Le budget 2019 de la Défense américaine met la Chine et la Russie en ligne de mire

Le projet de loi sur le budget de la Défense pour l’exercice 2019, représentant 716,3 milliards de dollars, a été adopté le 1er août 2018 par le Sénat américain par un vote de 87 voix contre 10. Ayant déjà reçu l’approbation de la Chambre des Représentants (359-54) une semaine auparavant, il doit maintenant être ratifié par le président Donald Trump. Le budget de 2019 « cible » sans avoir besoin de se cacher la Russie et en particulier la Chine.

La John S. McCain National Defense Authorization Act (NDAA) pour l’année fiscale 2019 — une loi fédérale définissant le budget du ministère américain de la Défense —  augmentera la dotation de l’armée américaine. Elle commencera par la hausse des salaires de militaires à hauteur de 2,6%, mais aussi par la dépense de dizaines de milliards de dollars pour la modernisation des forces armées. Sur ce dernier point, Washington dépensera près de 7,6 milliards de dollars consacrés à l’achat de 77 avions de combat interarmées F-35 fabriqués par Lockheed Martin Corp.

Dans la droite ligne de la stratégie de défense nationale des Etats-Unis de 2018, la NDAA est centrée sur la rivalité entre les Etats-Unis et les autres grandes puissances, telle que la Russie, et plus particulièrement la Chine qui représente un défi majeur pour les Américains, tant au niveau économique qu’au niveau militaire.

 

(Vidéo publicitaire de l’avion de combat F-35 fournie par son constructeur Lockheed Martin Corp) 

 

La Chine et ses entreprises dans le viseur

La loi sur le budget du Pentagone a été l’occasion pour les législateurs d’adopter de nouvelles règles permettant de freiner les investissements chinois aux Etats-Unis et d’interdire le gouvernement de recourir aux technologies des entreprises de télécommunication chinoises pour des raisons de sécurité nationale. Il est aussi question de lutter contre l’influence de Pékin en limitant par exemple les financements publics à destination de programmes universitaires de langue chinoise dans les universités américaines hébergeant des Instituts Confucius.

Ainsi, la loi renforce et élargit les pouvoirs du Comité pour l’investissement étranger aux États-Unis (CFIUS), une organisation interministérielle dirigée par le département du Trésor. Elle veillera à ce que les investissements étrangers ne nuisent pas à la sécurité nationale.
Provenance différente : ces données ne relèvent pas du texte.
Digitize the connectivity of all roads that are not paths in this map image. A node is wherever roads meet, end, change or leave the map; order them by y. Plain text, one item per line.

« Cet accord garantit que les réformes du CFIUS sont étroitement concentrées sur la sécurité nationale tout en maintenant les portes de l’Amérique ouvertes aux investissements », a déclaré le représentant Jeb Hensarling, président de la Commission des services financiers de la Chambre des Représentants.
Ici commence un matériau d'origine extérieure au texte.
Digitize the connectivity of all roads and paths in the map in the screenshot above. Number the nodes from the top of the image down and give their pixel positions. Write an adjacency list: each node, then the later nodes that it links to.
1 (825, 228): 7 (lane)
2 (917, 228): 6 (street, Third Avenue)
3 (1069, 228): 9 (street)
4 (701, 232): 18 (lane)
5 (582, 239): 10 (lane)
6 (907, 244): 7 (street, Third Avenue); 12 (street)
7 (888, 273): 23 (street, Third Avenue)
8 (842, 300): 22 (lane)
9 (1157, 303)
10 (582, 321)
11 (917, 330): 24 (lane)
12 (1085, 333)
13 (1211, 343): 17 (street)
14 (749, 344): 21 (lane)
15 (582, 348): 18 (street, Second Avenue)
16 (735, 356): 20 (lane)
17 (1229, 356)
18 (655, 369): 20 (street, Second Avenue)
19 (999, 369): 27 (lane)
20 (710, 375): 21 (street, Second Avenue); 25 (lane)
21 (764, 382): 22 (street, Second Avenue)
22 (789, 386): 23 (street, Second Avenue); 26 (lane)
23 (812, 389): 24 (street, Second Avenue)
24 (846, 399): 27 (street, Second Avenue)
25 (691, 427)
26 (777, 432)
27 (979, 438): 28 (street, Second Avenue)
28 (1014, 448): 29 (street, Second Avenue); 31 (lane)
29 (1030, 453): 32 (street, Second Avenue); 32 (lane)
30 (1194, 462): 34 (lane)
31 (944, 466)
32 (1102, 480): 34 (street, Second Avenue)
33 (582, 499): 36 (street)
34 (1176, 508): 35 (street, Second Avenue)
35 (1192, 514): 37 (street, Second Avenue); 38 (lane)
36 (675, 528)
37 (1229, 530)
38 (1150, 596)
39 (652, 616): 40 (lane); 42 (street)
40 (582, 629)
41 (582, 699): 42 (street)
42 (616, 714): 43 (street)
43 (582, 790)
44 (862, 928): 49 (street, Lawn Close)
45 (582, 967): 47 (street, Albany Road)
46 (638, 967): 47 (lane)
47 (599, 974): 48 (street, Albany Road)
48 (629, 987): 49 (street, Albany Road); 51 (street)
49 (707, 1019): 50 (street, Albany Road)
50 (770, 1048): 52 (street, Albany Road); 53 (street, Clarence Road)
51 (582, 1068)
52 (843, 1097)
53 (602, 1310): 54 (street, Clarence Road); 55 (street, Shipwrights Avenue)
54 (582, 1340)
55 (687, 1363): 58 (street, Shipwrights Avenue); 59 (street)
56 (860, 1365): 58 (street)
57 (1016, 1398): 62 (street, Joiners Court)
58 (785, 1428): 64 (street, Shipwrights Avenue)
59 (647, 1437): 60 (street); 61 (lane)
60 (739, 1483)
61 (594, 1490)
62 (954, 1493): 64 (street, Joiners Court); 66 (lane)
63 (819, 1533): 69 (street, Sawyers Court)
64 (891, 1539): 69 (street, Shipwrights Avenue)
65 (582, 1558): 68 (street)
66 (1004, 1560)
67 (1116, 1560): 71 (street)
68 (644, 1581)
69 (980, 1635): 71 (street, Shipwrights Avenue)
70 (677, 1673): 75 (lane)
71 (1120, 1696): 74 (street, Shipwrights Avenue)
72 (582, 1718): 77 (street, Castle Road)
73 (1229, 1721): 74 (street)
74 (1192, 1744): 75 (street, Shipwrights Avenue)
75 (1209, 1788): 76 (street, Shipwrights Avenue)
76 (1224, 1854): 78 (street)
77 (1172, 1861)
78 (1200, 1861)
Les législateurs ont finalement renoncé à un amendement qui aurait rétabli les sanctions contre le groupe de télécoms chinois ZTE accusé d’avoir violé les embargos sur l’Iran et la Corée du Nord, dans le but d’éviter un potentiel veto du président Trump. Les dispositions de la NDAA introduisent toutefois des mesures de contrôle sur les contrats conclus entre le gouvernement américain et les entreprises ZTE Corporation et Huawei Technologies Co. Ltd., bien que les restrictions soient plus faibles que prévues initialement.

Un signal pour les alliés américains face à la militarisation de la Chine en Mer de Chine méridionale

Conscient que la militarisation croissante de la Chine représente une menace pour les intérêts nationaux, la stratégie de Washington vise à renforcer la posture américaine en Mer de Chine méridionale ainsi que les partenariats militaires des Etats-Unis avec les pays de la région.
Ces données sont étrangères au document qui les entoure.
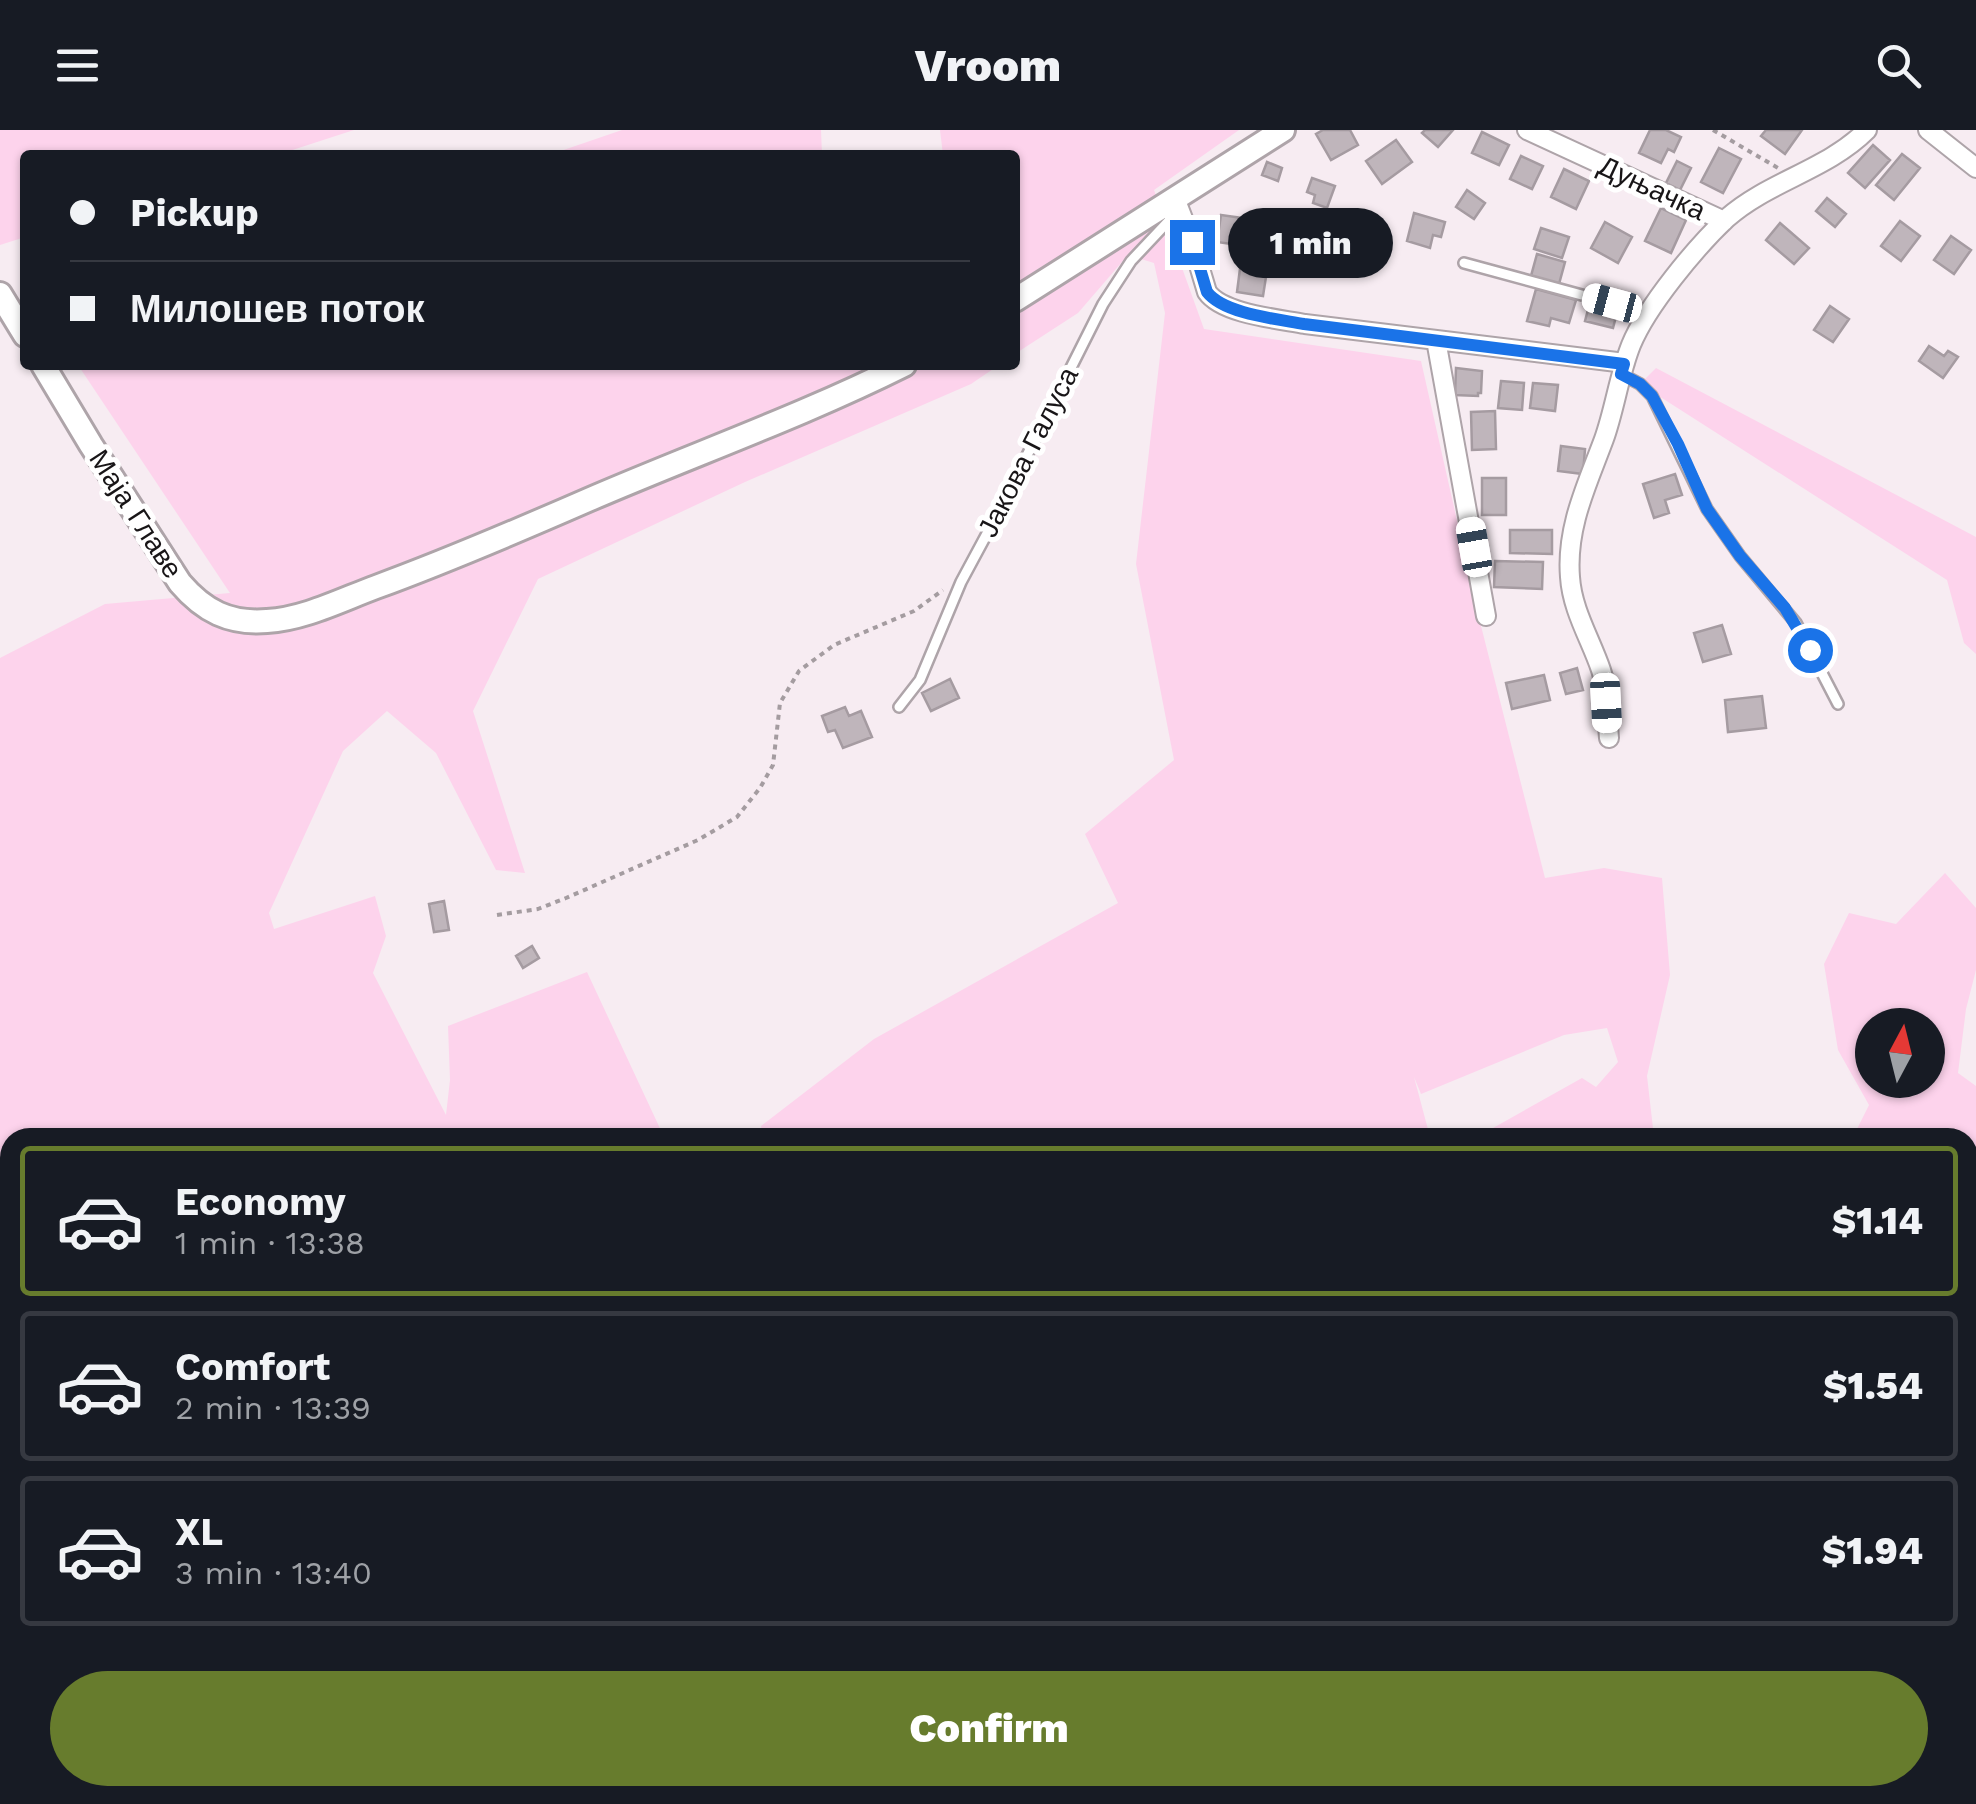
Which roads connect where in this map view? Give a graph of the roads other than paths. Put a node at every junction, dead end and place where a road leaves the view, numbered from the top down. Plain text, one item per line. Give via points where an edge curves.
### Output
1 (1283, 130) edge
2 (1527, 130) edge
3 (1867, 130) edge
4 (1928, 130) edge
5 (1976, 168) edge
6 (1177, 204) junction
7 (1724, 221) junction
8 (1464, 263) dead end
9 (0, 294) edge
10 (1020, 297) edge
11 (1648, 313) junction
12 (20, 327) edge
13 (1436, 340) junction
14 (1623, 369) junction
15 (46, 370) edge
16 (892, 370) edge
17 (1486, 616) dead end
18 (1838, 704) dead end
19 (899, 707) dead end
20 (1608, 738) dead end

1 - 6 street, Јакова Галуса
2 - 7 street, Дуњачка
3 - 7 street via 1846,150
4 - 5 street
6 - 10 street, Јакова Галуса
6 - 13 street via 1212,298 1270,318
6 - 19 lane, Јакова Галуса via 1103,304 961,582 920,680
7 - 11 street
8 - 11 lane
9 - 12 street
11 - 14 street
13 - 14 street
13 - 17 street
14 - 18 lane via 1652,396 1707,509 1796,623
14 - 20 street via 1570,548 1574,600 1604,680
15 - 16 street, Маја Главе via 194,600 226,618 268,622 486,544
Alors que la Chine a été exclue des exercices maritimes multilatéraux Rim of the Pacific Exercise (RIMPAC) en mai dernier, le NDAA vient renforcer l’interdiction de la participation chinoise. Elle exige que Pékin mette fin à toutes ses activités visant à récupérer des territoires en Mer de Chine méridionale, et à retirer ses systèmes d’armes de ses avant-postes, sous peine du maintien de l’exclusion. Par ailleurs, le Congrès américain exige au Pentagone de présenter des rapports sur les installations et déploiements d’armes chinoises dans cette région litigieuse.

Les dispositions du NDAA à propos de la mer de Chine méridionale sont « un signal pour nos alliés et partenaires de la région – en particulier l’Australie, le Japon et Taiwan – que les activités de la Chine en mer de Chine méridionale ne sont pas acceptées. » a déclaré Rachael Burton, directrice adjointe du Project 2049 Institute, au Wall Street Journal.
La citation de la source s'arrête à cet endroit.